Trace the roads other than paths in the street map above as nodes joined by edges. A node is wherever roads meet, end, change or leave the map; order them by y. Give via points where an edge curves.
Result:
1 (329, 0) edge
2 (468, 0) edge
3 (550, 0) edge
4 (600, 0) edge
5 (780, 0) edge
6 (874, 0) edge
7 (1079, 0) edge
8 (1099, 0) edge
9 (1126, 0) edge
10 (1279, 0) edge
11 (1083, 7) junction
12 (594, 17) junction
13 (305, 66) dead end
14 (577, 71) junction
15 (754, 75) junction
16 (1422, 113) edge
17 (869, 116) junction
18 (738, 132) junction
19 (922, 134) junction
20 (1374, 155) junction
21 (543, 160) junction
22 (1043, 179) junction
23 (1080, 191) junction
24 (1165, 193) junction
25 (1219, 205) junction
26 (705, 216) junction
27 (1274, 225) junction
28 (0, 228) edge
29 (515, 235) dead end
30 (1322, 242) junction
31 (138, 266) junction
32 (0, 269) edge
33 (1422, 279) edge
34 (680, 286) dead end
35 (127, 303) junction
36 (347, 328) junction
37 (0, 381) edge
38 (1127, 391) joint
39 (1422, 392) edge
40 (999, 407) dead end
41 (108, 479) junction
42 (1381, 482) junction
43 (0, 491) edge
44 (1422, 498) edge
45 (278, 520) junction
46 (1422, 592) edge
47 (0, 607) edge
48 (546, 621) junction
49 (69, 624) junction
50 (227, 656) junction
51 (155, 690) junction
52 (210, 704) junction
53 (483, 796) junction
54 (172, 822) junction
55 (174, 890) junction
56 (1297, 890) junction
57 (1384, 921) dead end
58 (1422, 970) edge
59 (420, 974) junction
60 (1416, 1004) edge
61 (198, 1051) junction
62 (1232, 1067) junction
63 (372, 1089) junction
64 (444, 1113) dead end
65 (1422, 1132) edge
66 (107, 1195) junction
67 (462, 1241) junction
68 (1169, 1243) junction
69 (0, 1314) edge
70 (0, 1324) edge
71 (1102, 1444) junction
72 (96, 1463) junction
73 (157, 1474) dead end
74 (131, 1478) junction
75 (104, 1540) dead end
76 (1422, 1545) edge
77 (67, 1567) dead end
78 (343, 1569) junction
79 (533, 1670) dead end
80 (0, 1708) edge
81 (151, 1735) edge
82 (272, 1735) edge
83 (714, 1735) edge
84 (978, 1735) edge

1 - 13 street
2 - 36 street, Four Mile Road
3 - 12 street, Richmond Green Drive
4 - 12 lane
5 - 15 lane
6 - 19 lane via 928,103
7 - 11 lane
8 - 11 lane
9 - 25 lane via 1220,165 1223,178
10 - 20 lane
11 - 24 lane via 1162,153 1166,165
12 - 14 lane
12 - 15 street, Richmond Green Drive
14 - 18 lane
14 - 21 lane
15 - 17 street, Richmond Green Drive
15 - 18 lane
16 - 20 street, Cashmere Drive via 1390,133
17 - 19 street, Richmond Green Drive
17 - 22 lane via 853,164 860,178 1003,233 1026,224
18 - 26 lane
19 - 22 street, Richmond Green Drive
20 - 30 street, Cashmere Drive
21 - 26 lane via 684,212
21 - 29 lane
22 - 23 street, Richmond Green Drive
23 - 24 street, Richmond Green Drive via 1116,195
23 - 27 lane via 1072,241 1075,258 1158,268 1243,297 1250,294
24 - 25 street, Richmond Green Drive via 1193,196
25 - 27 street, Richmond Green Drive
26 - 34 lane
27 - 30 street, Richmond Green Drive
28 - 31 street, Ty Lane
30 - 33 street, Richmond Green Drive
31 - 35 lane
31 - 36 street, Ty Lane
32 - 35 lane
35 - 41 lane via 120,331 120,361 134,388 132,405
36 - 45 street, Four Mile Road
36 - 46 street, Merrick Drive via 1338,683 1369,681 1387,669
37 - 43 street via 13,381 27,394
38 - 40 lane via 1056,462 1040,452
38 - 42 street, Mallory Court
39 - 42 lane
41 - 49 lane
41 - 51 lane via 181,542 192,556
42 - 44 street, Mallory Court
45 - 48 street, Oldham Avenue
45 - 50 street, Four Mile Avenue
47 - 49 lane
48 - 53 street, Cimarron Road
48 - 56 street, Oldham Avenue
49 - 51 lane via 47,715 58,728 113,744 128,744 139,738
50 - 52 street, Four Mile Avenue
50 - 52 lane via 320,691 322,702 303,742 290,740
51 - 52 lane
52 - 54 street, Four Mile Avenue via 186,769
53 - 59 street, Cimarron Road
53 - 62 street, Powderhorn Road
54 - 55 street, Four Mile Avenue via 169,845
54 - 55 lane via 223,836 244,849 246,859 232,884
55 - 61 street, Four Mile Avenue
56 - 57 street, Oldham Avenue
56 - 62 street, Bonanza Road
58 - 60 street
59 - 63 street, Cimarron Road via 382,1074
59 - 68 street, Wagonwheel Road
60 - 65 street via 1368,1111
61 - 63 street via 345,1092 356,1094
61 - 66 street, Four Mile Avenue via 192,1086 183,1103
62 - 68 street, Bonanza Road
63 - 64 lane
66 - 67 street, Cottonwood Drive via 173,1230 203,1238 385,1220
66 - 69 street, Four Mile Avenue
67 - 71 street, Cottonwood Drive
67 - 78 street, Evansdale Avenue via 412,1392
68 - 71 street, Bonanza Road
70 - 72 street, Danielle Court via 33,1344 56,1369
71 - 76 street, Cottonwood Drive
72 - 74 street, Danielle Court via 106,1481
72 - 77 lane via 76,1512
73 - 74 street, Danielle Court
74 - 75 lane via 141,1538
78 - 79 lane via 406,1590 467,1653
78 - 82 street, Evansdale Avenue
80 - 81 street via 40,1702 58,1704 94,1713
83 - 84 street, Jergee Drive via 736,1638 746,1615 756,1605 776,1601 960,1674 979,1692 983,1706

#### Description of the task
Copy out the material above in its entirety. Every detail must match.

#### Task response
Trace the roads other than paths in the street map above as nodes joined by edges. A node is wherever roads meet, end, change or leave the map; order them by y. Give via points where an edge curves.
Result:
1 (329, 0) edge
2 (468, 0) edge
3 (550, 0) edge
4 (600, 0) edge
5 (780, 0) edge
6 (874, 0) edge
7 (1079, 0) edge
8 (1099, 0) edge
9 (1126, 0) edge
10 (1279, 0) edge
11 (1083, 7) junction
12 (594, 17) junction
13 (305, 66) dead end
14 (577, 71) junction
15 (754, 75) junction
16 (1422, 113) edge
17 (869, 116) junction
18 (738, 132) junction
19 (922, 134) junction
20 (1374, 155) junction
21 (543, 160) junction
22 (1043, 179) junction
23 (1080, 191) junction
24 (1165, 193) junction
25 (1219, 205) junction
26 (705, 216) junction
27 (1274, 225) junction
28 (0, 228) edge
29 (515, 235) dead end
30 (1322, 242) junction
31 (138, 266) junction
32 (0, 269) edge
33 (1422, 279) edge
34 (680, 286) dead end
35 (127, 303) junction
36 (347, 328) junction
37 (0, 381) edge
38 (1127, 391) joint
39 (1422, 392) edge
40 (999, 407) dead end
41 (108, 479) junction
42 (1381, 482) junction
43 (0, 491) edge
44 (1422, 498) edge
45 (278, 520) junction
46 (1422, 592) edge
47 (0, 607) edge
48 (546, 621) junction
49 (69, 624) junction
50 (227, 656) junction
51 (155, 690) junction
52 (210, 704) junction
53 (483, 796) junction
54 (172, 822) junction
55 (174, 890) junction
56 (1297, 890) junction
57 (1384, 921) dead end
58 (1422, 970) edge
59 (420, 974) junction
60 (1416, 1004) edge
61 (198, 1051) junction
62 (1232, 1067) junction
63 (372, 1089) junction
64 (444, 1113) dead end
65 (1422, 1132) edge
66 (107, 1195) junction
67 (462, 1241) junction
68 (1169, 1243) junction
69 (0, 1314) edge
70 (0, 1324) edge
71 (1102, 1444) junction
72 (96, 1463) junction
73 (157, 1474) dead end
74 (131, 1478) junction
75 (104, 1540) dead end
76 (1422, 1545) edge
77 (67, 1567) dead end
78 (343, 1569) junction
79 (533, 1670) dead end
80 (0, 1708) edge
81 (151, 1735) edge
82 (272, 1735) edge
83 (714, 1735) edge
84 (978, 1735) edge

1 - 13 street
2 - 36 street, Four Mile Road
3 - 12 street, Richmond Green Drive
4 - 12 lane
5 - 15 lane
6 - 19 lane via 928,103
7 - 11 lane
8 - 11 lane
9 - 25 lane via 1220,165 1223,178
10 - 20 lane
11 - 24 lane via 1162,153 1166,165
12 - 14 lane
12 - 15 street, Richmond Green Drive
14 - 18 lane
14 - 21 lane
15 - 17 street, Richmond Green Drive
15 - 18 lane
16 - 20 street, Cashmere Drive via 1390,133
17 - 19 street, Richmond Green Drive
17 - 22 lane via 853,164 860,178 1003,233 1026,224
18 - 26 lane
19 - 22 street, Richmond Green Drive
20 - 30 street, Cashmere Drive
21 - 26 lane via 684,212
21 - 29 lane
22 - 23 street, Richmond Green Drive
23 - 24 street, Richmond Green Drive via 1116,195
23 - 27 lane via 1072,241 1075,258 1158,268 1243,297 1250,294
24 - 25 street, Richmond Green Drive via 1193,196
25 - 27 street, Richmond Green Drive
26 - 34 lane
27 - 30 street, Richmond Green Drive
28 - 31 street, Ty Lane
30 - 33 street, Richmond Green Drive
31 - 35 lane
31 - 36 street, Ty Lane
32 - 35 lane
35 - 41 lane via 120,331 120,361 134,388 132,405
36 - 45 street, Four Mile Road
36 - 46 street, Merrick Drive via 1338,683 1369,681 1387,669
37 - 43 street via 13,381 27,394
38 - 40 lane via 1056,462 1040,452
38 - 42 street, Mallory Court
39 - 42 lane
41 - 49 lane
41 - 51 lane via 181,542 192,556
42 - 44 street, Mallory Court
45 - 48 street, Oldham Avenue
45 - 50 street, Four Mile Avenue
47 - 49 lane
48 - 53 street, Cimarron Road
48 - 56 street, Oldham Avenue
49 - 51 lane via 47,715 58,728 113,744 128,744 139,738
50 - 52 street, Four Mile Avenue
50 - 52 lane via 320,691 322,702 303,742 290,740
51 - 52 lane
52 - 54 street, Four Mile Avenue via 186,769
53 - 59 street, Cimarron Road
53 - 62 street, Powderhorn Road
54 - 55 street, Four Mile Avenue via 169,845
54 - 55 lane via 223,836 244,849 246,859 232,884
55 - 61 street, Four Mile Avenue
56 - 57 street, Oldham Avenue
56 - 62 street, Bonanza Road
58 - 60 street
59 - 63 street, Cimarron Road via 382,1074
59 - 68 street, Wagonwheel Road
60 - 65 street via 1368,1111
61 - 63 street via 345,1092 356,1094
61 - 66 street, Four Mile Avenue via 192,1086 183,1103
62 - 68 street, Bonanza Road
63 - 64 lane
66 - 67 street, Cottonwood Drive via 173,1230 203,1238 385,1220
66 - 69 street, Four Mile Avenue
67 - 71 street, Cottonwood Drive
67 - 78 street, Evansdale Avenue via 412,1392
68 - 71 street, Bonanza Road
70 - 72 street, Danielle Court via 33,1344 56,1369
71 - 76 street, Cottonwood Drive
72 - 74 street, Danielle Court via 106,1481
72 - 77 lane via 76,1512
73 - 74 street, Danielle Court
74 - 75 lane via 141,1538
78 - 79 lane via 406,1590 467,1653
78 - 82 street, Evansdale Avenue
80 - 81 street via 40,1702 58,1704 94,1713
83 - 84 street, Jergee Drive via 736,1638 746,1615 756,1605 776,1601 960,1674 979,1692 983,1706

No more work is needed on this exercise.